Ainda tomando-se como base o 1º emprego, apenas 38,5% continuam exercendo alguma atividade como psicólogos escolares, dos quais 60% terminam realizando a famosa "dobradinha" com outras áreas. Ressalte-se ainda que 30% dos que atuam na Educação declararam-se insatisfeitos.

Em outras palavras, os s dados demonstram que a Psicologia Escolar tem sido muito mais uma área de passagem para a maioria dos profissionais que se inserem no mercado, ou seja, tem se caracterizado como um "trampolim para áreas mais nobres".

Resta finalmente analisar o que fazem os psicólogos escolares. A pesquisa identificou 16 diferentes atividades, descritas em seguida numa ordem de freqüência decrescente: 1) orientação psicopedagógica, 2) orientação de pais (ambas em torno de 40%), 3) atendimento a distúrbios de aprendizagem (em torno de 30%), 4) aconselhamento psicológico, 5) aplicação de testes, 6) psicodiagnóstico (todas citadas por 20 a 30% dos profissionais), 7) reeducação psicomotora, 8) acompanhamento de pessoal, 9) planejamentos de projetos, 10) avaliação curricular, 11)  orientação sexual, 12) orientação vocacional, 13) treinamento de paraprofissional, 14) psicoterapia individual, 15) treinamento e 16) assistência materno-infantil (todas citadas por 10 a 20% dos psicólogos escolares).

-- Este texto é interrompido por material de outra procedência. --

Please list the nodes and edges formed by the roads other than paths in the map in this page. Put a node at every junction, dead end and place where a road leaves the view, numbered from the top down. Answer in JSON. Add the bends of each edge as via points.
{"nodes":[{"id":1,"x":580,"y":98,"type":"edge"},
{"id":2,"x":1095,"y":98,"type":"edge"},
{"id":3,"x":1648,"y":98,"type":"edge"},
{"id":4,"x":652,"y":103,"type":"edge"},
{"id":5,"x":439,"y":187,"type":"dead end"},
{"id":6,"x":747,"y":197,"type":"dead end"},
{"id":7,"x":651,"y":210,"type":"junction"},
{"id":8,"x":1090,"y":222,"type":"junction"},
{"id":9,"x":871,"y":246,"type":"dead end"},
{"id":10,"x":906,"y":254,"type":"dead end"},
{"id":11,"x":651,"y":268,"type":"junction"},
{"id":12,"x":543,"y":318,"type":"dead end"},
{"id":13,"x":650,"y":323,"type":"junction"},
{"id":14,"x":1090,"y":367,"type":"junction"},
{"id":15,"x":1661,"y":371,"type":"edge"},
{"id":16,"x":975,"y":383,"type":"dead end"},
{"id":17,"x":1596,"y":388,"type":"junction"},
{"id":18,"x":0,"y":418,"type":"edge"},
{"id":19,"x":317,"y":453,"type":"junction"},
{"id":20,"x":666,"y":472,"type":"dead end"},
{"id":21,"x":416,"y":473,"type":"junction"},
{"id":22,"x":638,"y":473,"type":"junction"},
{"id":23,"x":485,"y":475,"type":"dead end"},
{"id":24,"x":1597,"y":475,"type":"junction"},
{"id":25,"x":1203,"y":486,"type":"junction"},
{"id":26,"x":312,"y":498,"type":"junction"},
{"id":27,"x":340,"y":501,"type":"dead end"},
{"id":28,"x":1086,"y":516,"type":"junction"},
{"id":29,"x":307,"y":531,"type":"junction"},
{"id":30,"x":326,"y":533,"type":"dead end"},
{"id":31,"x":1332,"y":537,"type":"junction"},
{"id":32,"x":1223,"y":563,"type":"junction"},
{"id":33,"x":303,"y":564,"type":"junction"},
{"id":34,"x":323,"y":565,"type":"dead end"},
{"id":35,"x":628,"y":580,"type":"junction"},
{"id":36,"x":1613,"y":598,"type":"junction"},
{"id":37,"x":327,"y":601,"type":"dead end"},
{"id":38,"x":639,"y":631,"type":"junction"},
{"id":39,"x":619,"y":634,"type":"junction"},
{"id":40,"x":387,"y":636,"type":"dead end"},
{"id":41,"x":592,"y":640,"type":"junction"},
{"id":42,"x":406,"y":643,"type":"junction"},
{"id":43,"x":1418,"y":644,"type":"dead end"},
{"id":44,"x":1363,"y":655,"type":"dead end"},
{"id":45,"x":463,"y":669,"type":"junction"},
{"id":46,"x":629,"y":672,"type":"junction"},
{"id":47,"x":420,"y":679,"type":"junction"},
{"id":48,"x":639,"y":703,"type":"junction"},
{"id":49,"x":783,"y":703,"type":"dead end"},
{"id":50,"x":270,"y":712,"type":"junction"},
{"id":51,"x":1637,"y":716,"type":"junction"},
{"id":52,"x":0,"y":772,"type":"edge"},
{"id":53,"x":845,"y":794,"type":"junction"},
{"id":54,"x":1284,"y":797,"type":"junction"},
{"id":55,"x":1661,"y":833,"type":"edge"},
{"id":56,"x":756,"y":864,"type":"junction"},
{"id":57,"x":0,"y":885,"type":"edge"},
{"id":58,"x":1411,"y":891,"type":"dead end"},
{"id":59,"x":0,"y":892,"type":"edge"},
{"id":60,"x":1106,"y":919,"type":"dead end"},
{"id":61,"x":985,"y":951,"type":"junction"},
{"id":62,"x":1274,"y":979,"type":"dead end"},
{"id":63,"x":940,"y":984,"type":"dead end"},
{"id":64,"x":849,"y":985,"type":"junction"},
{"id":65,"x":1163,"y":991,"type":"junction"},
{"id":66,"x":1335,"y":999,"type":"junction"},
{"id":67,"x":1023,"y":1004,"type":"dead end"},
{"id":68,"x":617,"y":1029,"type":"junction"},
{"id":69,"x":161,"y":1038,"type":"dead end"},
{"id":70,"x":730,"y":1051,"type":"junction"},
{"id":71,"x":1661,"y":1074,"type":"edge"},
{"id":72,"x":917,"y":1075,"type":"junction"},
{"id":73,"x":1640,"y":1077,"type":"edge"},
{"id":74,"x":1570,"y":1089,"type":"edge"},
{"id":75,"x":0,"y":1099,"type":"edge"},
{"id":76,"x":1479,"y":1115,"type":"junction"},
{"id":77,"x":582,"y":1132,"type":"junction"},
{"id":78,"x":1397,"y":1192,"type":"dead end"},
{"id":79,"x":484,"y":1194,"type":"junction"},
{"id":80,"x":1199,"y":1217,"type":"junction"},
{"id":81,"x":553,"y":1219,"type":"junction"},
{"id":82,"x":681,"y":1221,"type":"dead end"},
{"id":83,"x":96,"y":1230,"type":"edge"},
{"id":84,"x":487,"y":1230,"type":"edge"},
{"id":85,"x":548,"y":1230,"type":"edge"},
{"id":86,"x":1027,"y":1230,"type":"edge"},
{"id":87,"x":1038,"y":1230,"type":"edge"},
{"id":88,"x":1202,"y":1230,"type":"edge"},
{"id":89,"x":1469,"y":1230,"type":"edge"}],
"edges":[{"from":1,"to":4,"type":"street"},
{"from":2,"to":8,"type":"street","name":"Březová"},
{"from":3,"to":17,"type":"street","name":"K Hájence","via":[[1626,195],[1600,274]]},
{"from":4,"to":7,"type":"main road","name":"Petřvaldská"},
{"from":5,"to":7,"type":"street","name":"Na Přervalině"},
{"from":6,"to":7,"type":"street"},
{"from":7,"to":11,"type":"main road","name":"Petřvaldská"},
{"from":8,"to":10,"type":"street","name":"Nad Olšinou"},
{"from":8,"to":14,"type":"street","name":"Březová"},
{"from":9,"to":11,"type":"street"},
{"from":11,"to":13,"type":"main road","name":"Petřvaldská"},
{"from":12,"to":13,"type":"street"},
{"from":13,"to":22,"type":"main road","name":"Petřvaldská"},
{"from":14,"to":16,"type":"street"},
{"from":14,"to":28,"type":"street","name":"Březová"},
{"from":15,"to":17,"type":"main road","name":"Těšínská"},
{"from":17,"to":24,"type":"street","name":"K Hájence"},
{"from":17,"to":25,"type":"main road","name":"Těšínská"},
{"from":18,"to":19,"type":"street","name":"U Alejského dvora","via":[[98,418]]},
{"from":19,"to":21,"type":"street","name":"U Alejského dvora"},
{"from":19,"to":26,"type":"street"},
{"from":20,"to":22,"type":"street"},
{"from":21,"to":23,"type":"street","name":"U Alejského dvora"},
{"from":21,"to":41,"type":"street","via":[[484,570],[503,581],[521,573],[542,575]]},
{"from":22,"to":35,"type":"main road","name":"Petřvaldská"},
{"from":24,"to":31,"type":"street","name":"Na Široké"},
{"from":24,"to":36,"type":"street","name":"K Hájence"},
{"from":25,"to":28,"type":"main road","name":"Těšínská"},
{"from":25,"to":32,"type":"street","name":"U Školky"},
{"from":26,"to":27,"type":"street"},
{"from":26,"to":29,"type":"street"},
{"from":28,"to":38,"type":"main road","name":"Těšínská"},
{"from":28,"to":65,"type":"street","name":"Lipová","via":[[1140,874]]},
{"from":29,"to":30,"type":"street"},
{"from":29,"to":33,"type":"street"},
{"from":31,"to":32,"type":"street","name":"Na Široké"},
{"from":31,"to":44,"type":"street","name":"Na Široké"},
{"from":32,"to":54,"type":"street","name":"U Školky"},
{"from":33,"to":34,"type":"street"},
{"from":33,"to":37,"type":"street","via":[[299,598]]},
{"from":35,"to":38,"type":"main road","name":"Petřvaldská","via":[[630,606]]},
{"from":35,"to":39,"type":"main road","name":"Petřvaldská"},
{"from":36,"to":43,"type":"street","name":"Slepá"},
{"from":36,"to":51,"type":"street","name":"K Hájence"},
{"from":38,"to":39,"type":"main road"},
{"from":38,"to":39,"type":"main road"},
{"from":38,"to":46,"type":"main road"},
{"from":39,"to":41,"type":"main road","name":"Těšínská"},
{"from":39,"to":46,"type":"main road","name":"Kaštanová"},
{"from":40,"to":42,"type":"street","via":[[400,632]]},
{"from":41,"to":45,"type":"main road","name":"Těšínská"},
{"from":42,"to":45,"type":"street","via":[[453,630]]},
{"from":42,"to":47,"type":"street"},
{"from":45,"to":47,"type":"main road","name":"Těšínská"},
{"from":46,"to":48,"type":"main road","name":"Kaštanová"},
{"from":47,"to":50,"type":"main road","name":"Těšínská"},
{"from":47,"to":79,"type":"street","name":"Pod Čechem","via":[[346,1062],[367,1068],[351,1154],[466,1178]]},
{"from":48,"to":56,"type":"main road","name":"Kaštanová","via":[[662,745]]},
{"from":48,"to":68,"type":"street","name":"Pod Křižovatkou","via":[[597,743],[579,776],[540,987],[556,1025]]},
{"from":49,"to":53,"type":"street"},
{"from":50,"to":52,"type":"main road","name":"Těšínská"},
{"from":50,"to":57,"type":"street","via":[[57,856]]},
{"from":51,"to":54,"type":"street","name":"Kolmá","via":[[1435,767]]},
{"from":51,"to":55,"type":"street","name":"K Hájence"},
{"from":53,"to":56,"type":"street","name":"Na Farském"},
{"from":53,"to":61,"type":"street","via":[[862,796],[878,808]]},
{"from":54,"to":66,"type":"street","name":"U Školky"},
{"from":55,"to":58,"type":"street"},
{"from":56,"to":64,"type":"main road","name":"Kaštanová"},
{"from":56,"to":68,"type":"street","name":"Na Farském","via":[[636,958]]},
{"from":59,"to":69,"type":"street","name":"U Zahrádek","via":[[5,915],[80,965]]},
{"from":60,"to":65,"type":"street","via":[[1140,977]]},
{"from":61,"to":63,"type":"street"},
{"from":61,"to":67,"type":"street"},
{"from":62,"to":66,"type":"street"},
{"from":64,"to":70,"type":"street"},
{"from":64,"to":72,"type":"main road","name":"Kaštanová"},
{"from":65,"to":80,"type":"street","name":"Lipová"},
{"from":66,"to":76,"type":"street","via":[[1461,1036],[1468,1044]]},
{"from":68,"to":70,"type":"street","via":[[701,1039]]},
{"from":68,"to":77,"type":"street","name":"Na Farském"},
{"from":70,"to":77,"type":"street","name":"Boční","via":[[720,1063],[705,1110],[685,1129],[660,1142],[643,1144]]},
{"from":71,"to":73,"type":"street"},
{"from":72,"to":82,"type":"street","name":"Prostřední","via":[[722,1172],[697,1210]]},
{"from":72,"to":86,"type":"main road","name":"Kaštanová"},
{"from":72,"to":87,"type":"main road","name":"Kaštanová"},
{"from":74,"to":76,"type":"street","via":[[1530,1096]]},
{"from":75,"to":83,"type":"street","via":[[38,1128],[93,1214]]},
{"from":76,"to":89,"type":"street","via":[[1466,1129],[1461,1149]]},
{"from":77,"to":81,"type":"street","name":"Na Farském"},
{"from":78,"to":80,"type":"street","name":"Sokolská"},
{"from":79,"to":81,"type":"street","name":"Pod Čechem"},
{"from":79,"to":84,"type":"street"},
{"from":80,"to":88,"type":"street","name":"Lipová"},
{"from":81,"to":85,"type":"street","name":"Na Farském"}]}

Observe-se que, das 16 atividades citadas, 10 são também desenvolvidas pelos psicólogos clínicos. Poder-se-ia afirmar que do rol acima, as sete atividades mais freqüentemente citadas seriam típicas do exercício profissional dos psicólogos clínicos. Além disto, as atividades exclusivas, citadas somente pelos psicólogos escolares, são avaliação curricular, assistência materno-infantil e, provavelmente, planejamento de projetos educacionais, citada cada uma por 15% dos psicólogos.

Se, de um lado, poder-se-ia justificar este quadro dizendo que há atividades que pela sua natureza podem ser úteis para os psicólogos nas diferentes áreas de atuação, pode-se também concluir que há poucas atividades específicas que caracterizam o exercício da psicologia escolar. Isto sem discutir se tais atividades seriam de caráter efetivamente educacional.

Não cabe aqui aprofundar tal análise. No entanto, algumas conclusões gerais podem ser tiradas deste conjunto de informações apresentadas pela pesquisa realizada pelo CFP. A principal delas é que a Educação, por várias razões, ainda não se firmou como uma área de atuação profissional efetiva para os psicólogos e a maior parte do trabalho aí realizado, é desenvolvido à luz e sob a influência da psicologia clínica.

Eis, portanto, um dos desafios que ainda se colocam para a Psicologia, enquanto profissão, no Brasil: a construção de modelos de atuação efetivamente educacionais, que possibilitem aos educadores e usuários do sistema escolar usufruírem das contribuições inegáveis que o conhecimento científico acumulado pela Psicologia pode oferecer".